ABOUT THIS TASK
Please copy each line below that contains the string "الكوثر".

Top of SOURCE MATERIAL

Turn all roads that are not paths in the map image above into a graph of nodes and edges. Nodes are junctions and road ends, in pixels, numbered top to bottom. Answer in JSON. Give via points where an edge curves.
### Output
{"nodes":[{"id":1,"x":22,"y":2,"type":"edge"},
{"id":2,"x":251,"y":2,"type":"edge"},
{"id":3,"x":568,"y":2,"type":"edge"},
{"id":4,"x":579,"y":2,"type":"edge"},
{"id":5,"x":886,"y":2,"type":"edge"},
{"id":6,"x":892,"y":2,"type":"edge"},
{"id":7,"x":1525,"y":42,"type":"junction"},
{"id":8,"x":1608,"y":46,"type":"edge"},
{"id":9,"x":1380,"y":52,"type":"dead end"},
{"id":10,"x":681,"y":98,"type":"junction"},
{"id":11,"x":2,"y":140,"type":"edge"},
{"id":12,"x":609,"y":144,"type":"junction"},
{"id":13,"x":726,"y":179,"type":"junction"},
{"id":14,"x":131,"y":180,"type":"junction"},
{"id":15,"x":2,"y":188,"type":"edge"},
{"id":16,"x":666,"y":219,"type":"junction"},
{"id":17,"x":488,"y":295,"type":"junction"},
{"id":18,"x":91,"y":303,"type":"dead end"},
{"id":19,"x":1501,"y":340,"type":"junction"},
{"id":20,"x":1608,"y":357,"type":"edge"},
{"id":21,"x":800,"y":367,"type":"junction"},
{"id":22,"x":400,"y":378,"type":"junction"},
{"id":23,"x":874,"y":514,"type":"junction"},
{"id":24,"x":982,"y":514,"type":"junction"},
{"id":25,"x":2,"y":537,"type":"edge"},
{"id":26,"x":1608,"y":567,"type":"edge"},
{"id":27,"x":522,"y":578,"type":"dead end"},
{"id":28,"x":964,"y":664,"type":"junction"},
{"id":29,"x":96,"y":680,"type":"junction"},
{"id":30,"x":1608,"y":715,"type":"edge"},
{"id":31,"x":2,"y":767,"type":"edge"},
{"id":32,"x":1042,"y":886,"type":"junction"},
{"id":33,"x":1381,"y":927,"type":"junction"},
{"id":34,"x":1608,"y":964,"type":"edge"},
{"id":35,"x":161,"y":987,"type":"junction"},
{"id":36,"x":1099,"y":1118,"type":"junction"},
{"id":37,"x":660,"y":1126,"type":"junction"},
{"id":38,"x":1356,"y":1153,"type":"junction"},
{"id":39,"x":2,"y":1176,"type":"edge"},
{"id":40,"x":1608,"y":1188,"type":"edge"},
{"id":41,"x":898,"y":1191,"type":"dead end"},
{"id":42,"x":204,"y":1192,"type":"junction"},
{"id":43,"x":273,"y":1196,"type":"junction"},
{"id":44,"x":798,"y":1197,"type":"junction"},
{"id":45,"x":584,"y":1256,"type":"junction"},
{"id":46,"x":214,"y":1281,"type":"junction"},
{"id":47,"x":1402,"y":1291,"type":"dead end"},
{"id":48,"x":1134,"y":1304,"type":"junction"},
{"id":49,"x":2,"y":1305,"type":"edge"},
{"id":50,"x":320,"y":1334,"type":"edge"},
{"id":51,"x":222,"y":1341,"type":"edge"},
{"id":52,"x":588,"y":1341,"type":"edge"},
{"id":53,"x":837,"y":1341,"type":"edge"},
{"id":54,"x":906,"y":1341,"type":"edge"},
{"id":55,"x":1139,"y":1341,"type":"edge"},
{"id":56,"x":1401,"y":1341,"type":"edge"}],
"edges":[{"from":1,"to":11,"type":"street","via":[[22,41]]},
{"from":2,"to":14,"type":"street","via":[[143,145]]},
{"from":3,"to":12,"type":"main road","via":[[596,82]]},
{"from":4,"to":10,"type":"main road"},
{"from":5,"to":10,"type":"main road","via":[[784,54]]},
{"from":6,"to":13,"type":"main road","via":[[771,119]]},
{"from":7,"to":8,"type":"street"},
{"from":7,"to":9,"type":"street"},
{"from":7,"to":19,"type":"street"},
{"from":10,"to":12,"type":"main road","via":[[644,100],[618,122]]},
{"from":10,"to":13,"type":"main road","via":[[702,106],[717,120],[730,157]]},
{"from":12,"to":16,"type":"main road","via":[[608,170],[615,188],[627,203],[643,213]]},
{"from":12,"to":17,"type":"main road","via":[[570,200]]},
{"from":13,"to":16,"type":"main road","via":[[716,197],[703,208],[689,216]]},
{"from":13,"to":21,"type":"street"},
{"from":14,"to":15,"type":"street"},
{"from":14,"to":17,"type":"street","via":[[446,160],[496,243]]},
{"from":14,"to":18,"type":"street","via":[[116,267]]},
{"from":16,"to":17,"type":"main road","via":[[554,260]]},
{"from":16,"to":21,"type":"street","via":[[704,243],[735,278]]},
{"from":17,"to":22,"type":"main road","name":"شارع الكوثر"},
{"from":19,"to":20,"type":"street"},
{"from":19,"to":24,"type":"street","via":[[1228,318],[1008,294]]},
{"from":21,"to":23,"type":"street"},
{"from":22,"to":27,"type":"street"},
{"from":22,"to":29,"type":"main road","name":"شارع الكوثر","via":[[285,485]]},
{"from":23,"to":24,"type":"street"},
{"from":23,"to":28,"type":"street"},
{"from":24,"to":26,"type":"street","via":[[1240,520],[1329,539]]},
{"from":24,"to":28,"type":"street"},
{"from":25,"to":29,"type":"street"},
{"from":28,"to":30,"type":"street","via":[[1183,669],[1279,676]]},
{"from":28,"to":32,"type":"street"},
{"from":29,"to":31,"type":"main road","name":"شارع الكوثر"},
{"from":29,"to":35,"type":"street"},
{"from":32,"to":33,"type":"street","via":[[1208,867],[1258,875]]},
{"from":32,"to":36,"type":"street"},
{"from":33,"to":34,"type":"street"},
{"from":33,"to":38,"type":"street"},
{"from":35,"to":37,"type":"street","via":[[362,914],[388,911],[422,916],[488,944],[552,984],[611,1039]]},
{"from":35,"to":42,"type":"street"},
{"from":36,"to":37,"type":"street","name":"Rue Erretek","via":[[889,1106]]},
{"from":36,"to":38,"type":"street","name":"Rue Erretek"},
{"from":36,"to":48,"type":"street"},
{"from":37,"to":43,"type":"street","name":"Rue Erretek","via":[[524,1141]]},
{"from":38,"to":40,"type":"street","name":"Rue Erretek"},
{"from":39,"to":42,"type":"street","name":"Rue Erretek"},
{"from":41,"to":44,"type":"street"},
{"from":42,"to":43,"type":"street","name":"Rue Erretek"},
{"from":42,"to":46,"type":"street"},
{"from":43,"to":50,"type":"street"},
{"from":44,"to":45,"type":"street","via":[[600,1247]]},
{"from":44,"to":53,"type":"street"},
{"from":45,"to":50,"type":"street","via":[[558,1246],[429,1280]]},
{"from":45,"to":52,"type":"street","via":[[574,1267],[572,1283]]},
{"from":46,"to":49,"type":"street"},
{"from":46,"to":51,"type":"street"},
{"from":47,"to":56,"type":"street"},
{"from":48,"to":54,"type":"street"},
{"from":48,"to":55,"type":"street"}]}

Bottom of SOURCE MATERIAL

OUTPUT OF THE TASK
{"from":17,"to":22,"type":"main road","name":"شارع الكوثر"},
{"from":22,"to":29,"type":"main road","name":"شارع الكوثر","via":[[285,485]]},
{"from":29,"to":31,"type":"main road","name":"شارع الكوثر"},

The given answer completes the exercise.